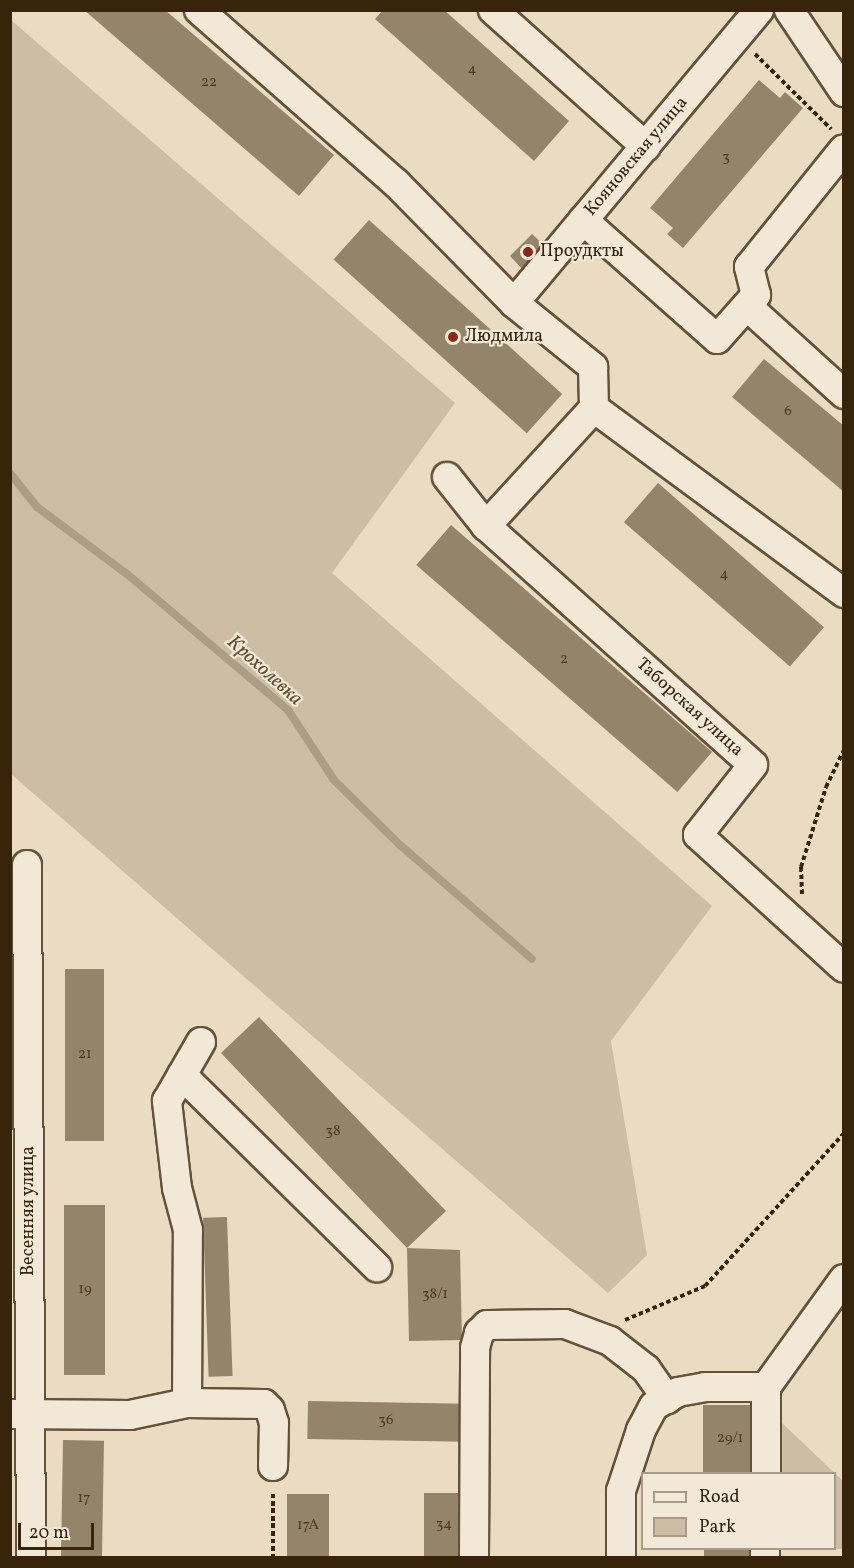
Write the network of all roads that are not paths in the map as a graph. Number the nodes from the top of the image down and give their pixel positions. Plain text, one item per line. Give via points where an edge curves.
1 (199, 10) edge
2 (493, 10) edge
3 (759, 10) edge
4 (789, 10) edge
5 (843, 92) edge
6 (839, 141) edge
7 (646, 147) junction
8 (583, 219) junction
9 (514, 303) junction
10 (747, 306) junction
11 (843, 394) edge
12 (594, 408) junction
13 (447, 477) dead end
14 (486, 526) junction
15 (843, 593) edge
16 (27, 865) dead end
17 (19, 910) edge
18 (843, 968) edge
19 (201, 1042) dead end
20 (182, 1075) junction
21 (20, 1212) edge
22 (377, 1267) dead end
23 (843, 1279) edge
24 (766, 1387) junction
25 (667, 1399) junction
26 (187, 1402) junction
27 (20, 1414) edge
28 (273, 1466) road end
29 (766, 1472) edge
30 (31, 1557) edge
31 (474, 1557) edge
32 (621, 1557) edge

1 - 9 street via 396,183
2 - 7 street
3 - 7 street, Кояновская улица
4 - 5 street
6 - 10 street via 749,267 756,295
7 - 8 street, Кояновская улица
8 - 9 street, Кояновская улица
8 - 10 street via 717,339
9 - 12 street via 593,368
10 - 11 street
12 - 14 street
12 - 15 street
13 - 14 street, Таборская улица
14 - 18 street, Таборская улица via 753,765 698,835
16 - 17 street, Весенняя улица
17 - 21 street, Весенняя улица
19 - 20 street
20 - 22 street
20 - 26 street via 167,1101 177,1188 188,1230
21 - 27 street, Весенняя улица
23 - 24 street
24 - 25 street via 705,1387 678,1392
24 - 29 street
25 - 31 street via 646,1369 610,1341 565,1324 487,1324 479,1333 476,1348
25 - 32 street via 654,1406 641,1430 621,1491
26 - 27 street via 130,1415
26 - 28 street via 264,1404 274,1423
27 - 30 street, Весенняя улица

━━━━━━

| Task brief |
Write out the data above exactly, minus any images.

| Response to the task |
Write the network of all roads that are not paths in the map as a graph. Number the nodes from the top of the image down and give their pixel positions. Plain text, one item per line. Give via points where an edge curves.
1 (199, 10) edge
2 (493, 10) edge
3 (759, 10) edge
4 (789, 10) edge
5 (843, 92) edge
6 (839, 141) edge
7 (646, 147) junction
8 (583, 219) junction
9 (514, 303) junction
10 (747, 306) junction
11 (843, 394) edge
12 (594, 408) junction
13 (447, 477) dead end
14 (486, 526) junction
15 (843, 593) edge
16 (27, 865) dead end
17 (19, 910) edge
18 (843, 968) edge
19 (201, 1042) dead end
20 (182, 1075) junction
21 (20, 1212) edge
22 (377, 1267) dead end
23 (843, 1279) edge
24 (766, 1387) junction
25 (667, 1399) junction
26 (187, 1402) junction
27 (20, 1414) edge
28 (273, 1466) road end
29 (766, 1472) edge
30 (31, 1557) edge
31 (474, 1557) edge
32 (621, 1557) edge

1 - 9 street via 396,183
2 - 7 street
3 - 7 street, Кояновская улица
4 - 5 street
6 - 10 street via 749,267 756,295
7 - 8 street, Кояновская улица
8 - 9 street, Кояновская улица
8 - 10 street via 717,339
9 - 12 street via 593,368
10 - 11 street
12 - 14 street
12 - 15 street
13 - 14 street, Таборская улица
14 - 18 street, Таборская улица via 753,765 698,835
16 - 17 street, Весенняя улица
17 - 21 street, Весенняя улица
19 - 20 street
20 - 22 street
20 - 26 street via 167,1101 177,1188 188,1230
21 - 27 street, Весенняя улица
23 - 24 street
24 - 25 street via 705,1387 678,1392
24 - 29 street
25 - 31 street via 646,1369 610,1341 565,1324 487,1324 479,1333 476,1348
25 - 32 street via 654,1406 641,1430 621,1491
26 - 27 street via 130,1415
26 - 28 street via 264,1404 274,1423
27 - 30 street, Весенняя улица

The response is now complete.